The role of James T. Kirk is portrayed by William Shatner — but also, it isn’t. It’s actually actor Sam Witwer, wearing a digital prosthetic of Shatner’s face circa 1994. This latest generation of digital mask renders in real time, allowing the actor to rehearse in front of a monitor and perfect his performance as he would with a physical makeup effect.

Witwer’s work absolutely pays off. On first viewing, practically any viewer would reasonably assume that the actor on screen is a de-aged William Shatner.

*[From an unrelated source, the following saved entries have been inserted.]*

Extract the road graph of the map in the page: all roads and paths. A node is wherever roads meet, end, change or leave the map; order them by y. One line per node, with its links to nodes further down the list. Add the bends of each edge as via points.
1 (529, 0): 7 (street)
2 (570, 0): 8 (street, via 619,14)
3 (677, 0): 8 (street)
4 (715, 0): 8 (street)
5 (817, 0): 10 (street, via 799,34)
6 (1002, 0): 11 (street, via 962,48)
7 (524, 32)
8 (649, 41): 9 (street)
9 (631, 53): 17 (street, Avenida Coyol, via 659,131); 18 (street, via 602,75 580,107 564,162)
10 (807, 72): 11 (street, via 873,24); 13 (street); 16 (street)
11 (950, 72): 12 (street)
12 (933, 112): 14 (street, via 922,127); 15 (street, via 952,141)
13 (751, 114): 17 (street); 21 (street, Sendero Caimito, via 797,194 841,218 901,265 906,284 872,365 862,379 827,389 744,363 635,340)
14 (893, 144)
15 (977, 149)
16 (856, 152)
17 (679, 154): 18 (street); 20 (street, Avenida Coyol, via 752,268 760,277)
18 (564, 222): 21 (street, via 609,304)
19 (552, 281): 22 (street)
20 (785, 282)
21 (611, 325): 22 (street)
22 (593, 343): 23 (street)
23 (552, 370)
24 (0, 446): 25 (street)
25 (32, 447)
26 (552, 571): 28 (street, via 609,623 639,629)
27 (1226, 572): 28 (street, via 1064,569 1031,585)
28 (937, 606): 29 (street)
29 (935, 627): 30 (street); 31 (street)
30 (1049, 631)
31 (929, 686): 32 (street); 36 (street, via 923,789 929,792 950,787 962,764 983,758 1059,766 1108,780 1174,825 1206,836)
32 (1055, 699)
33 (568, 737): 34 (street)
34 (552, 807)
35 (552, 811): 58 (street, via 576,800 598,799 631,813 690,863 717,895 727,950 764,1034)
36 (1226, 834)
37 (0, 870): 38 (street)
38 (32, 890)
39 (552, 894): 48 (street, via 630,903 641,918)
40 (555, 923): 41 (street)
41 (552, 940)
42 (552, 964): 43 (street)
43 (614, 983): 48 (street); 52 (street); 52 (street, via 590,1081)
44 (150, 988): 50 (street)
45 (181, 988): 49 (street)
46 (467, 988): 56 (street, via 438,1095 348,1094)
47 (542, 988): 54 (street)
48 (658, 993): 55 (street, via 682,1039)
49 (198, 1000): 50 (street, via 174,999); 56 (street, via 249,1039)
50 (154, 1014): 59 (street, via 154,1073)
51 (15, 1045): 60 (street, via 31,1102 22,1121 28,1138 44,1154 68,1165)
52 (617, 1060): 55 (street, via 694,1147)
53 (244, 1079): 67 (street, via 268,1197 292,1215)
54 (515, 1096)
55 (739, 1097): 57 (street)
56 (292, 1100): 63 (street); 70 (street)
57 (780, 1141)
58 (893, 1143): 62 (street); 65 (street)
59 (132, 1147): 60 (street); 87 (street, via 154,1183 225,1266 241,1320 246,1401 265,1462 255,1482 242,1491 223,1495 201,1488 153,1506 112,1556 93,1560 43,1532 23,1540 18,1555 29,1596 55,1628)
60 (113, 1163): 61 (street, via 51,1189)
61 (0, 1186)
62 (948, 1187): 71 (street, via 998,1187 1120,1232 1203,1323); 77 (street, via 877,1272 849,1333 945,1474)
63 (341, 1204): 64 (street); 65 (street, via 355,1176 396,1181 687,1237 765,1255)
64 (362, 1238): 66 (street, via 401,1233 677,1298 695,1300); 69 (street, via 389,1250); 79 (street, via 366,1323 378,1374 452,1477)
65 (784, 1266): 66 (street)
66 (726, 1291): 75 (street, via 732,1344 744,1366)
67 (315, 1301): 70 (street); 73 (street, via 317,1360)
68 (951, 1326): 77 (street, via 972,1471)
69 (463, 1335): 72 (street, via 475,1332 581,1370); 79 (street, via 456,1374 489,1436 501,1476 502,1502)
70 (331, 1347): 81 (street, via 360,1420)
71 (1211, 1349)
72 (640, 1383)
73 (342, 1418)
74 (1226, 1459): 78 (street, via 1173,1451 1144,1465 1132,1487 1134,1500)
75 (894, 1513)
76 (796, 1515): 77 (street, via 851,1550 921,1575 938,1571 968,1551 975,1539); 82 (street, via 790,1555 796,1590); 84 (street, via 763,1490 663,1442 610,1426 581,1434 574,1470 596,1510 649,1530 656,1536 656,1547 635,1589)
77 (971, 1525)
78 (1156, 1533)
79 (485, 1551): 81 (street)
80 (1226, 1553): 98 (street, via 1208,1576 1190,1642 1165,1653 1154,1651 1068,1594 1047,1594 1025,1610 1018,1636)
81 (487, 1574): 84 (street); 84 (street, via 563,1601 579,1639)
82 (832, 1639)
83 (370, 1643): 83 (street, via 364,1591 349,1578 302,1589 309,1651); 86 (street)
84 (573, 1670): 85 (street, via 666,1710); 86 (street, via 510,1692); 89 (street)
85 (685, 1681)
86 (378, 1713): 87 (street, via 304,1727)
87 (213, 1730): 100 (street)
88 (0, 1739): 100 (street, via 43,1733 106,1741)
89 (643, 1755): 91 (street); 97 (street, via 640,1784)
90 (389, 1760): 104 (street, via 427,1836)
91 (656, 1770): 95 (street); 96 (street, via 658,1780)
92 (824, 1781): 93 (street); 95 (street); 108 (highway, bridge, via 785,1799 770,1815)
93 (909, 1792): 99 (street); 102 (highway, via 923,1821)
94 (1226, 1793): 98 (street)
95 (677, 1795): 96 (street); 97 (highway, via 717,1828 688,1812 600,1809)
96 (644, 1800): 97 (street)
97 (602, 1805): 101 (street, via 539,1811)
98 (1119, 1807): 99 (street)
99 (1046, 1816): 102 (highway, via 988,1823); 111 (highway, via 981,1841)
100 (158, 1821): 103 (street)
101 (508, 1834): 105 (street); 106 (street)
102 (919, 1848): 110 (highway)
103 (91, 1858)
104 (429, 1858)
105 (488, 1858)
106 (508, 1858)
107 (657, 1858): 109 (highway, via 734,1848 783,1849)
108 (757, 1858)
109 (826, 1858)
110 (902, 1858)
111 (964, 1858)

Without seeing it for yourself, you could be forgiven for dismissing Unification as easily as the late Harold Ramis’ cheap, ghostly cameo in Ghostbusters: Afterlife. The difference, however, is in the execution of this story as well as in its purpose. The climax of Ghostbusters: Afterlife sees a digitally resurrected Ramis effectively passing the Proton Pack to a new generation, offering a tacit endorsement of a commercial product that the actor never saw. It’s a mechanically engineered tearjerking moment amid a hollow exercise in nostalgia, a sweaty effort to invest a new generation in Ghostbusters — not the raunchy snobs-versus-slobs comedy, mind you, but the toy line it inspired.

By contrast, Unification is a noncommercial work about putting the past to rest, and saying goodbye to two beloved figures: not Kirk and Spock, but Shatner and Nimoy.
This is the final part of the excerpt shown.